Sul codice appalti siamo allo stesso punto in cui eravamo un anno fa: nel bel mezzo di una forte incertezza normativa che, nella pratica, sta bloccando il mercato degli appalti pubblici. In particolar modo quello dell’innovazione digitale. La banca dati europea TED (Tenders Electronic Daily) parla chiaro: nel 2016 le procedure di gara italiane — sia a livello generale che in ambito ICT — hanno subito dei rallentamenti rispetto alle procedure emesse negli anni precedenti. Per l’ennesima volta una normativa confusa e non portata completamente a termine sta rappresentando un freno e non un volano all’innovazione della PA. Da una parte, stiamo dando al mondo pubblico un alibi al non fare: di fronte all’incertezza, la PA sembra infatti adottare la cosiddetta burocrazia difensiva, stando immobile. Dall’altra, non stiamo dando opportunità alle imprese private che vorrebbero fare innovazione insieme al pubblico.
Avevamo due anni per riformare il codice dei contratti pubblici come indicato dall’Europa. L’abbiamo fatto all’ultimo minuto, come del resto in molti altri Paesi d’Europa. Il 19 aprile 2016 abbiamo emesso un codice che conteneva diversi errori e, pochi mesi dopo, abbiamo cominciato ad avviare delle consultazioni pubbliche per capire come rivederlo.
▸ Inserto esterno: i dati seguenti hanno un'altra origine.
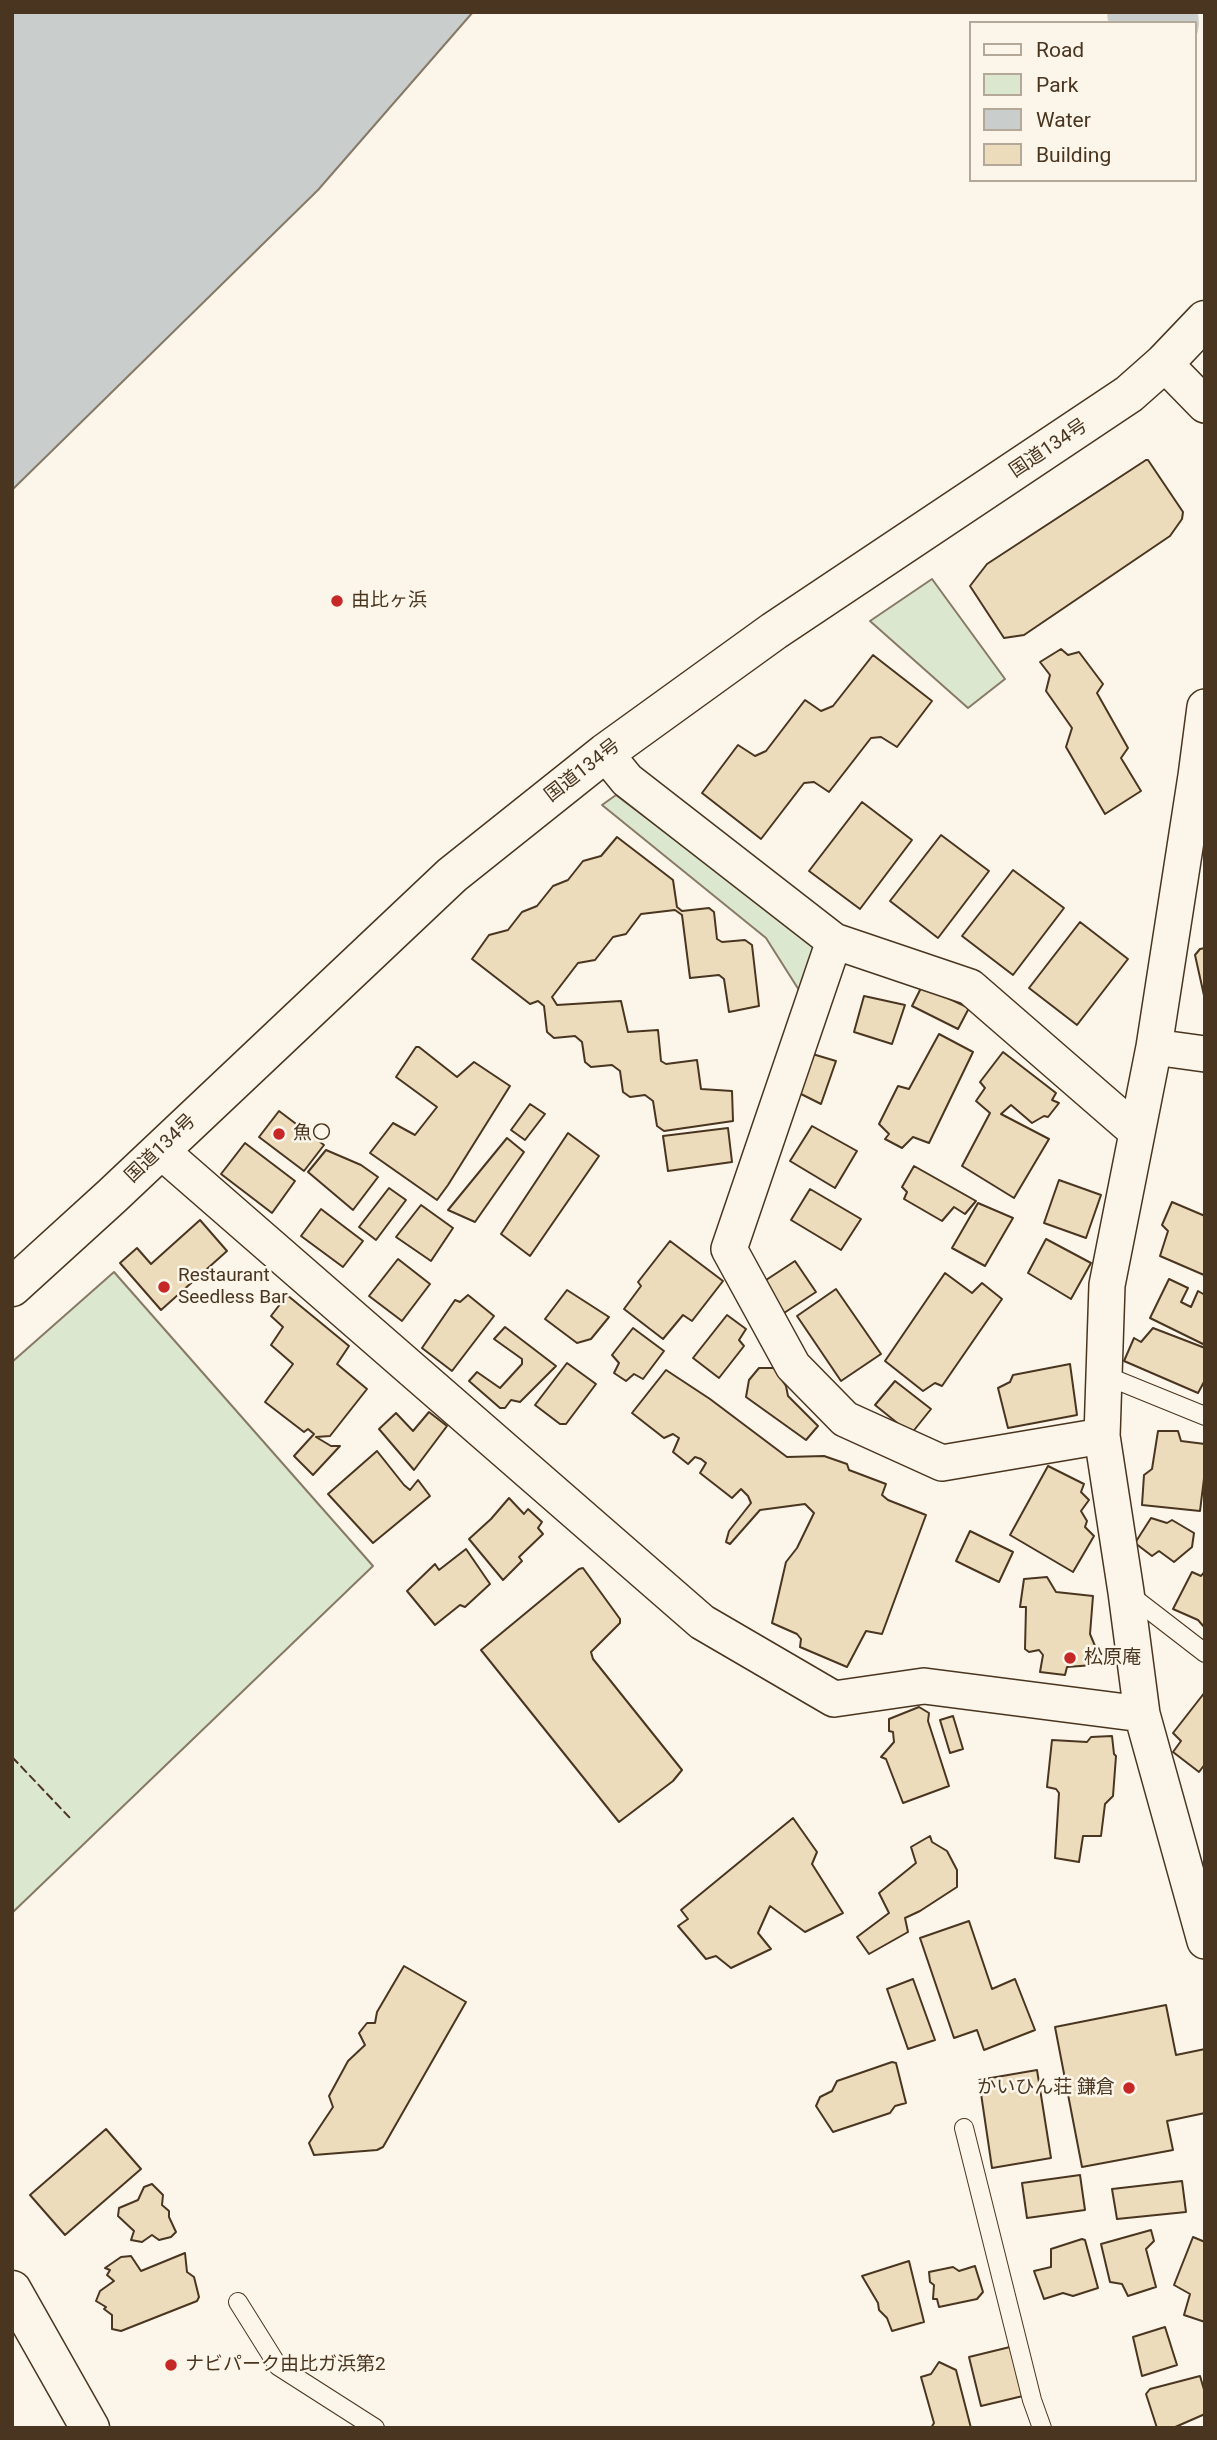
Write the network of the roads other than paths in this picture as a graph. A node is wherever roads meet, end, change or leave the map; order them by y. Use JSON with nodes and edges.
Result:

Ora abbiamo tempo fino al 19 aprile 2017 per far uscire un correttivo. La palla è in mano al Parlamento, che sta lavorando in fretta e furia per recepire le oltre 250 modifiche segnalate da associazioni ed esperti del settore nelle scorse settimane.
Ma non finisce qui, anzi è solo l’inizio: una volta approvato il codice si ricomincerà con l’approvazione dei circa 50 provvedimenti attuativi necessari a renderlo pienamente operativo. Fino ad allora non potremo utilizzare a pieno le nuove procedure di acquisto che l’Europa ci ha chiesto di recepire per riuscire a far si che il pubblico compri innovazione.
Quindi, siamo davanti a una storia già vista: come un anno fa, ma con l’aggravante che nel frattempo è passato un anno, si sono registrate meno gare e il mercato comincia a dimostrare sempre più forti segnali di impazienza.
Usiamo pertanto i giorni da qui al 19 aprile per mettere mano all’impalcatura strategica del codice, affinché consenta al pubblico di comprare innovazione, soprattutto quella digitale. Ma capiamo fin da subito che il processo di riforma non finisce, ma inizia, con l’emissione del codice. La sua efficacia nel migliorare i processi di procurement pubblico dipenderà da quanto manterremo alta l’attenzione sul tema dopo il 19 aprile.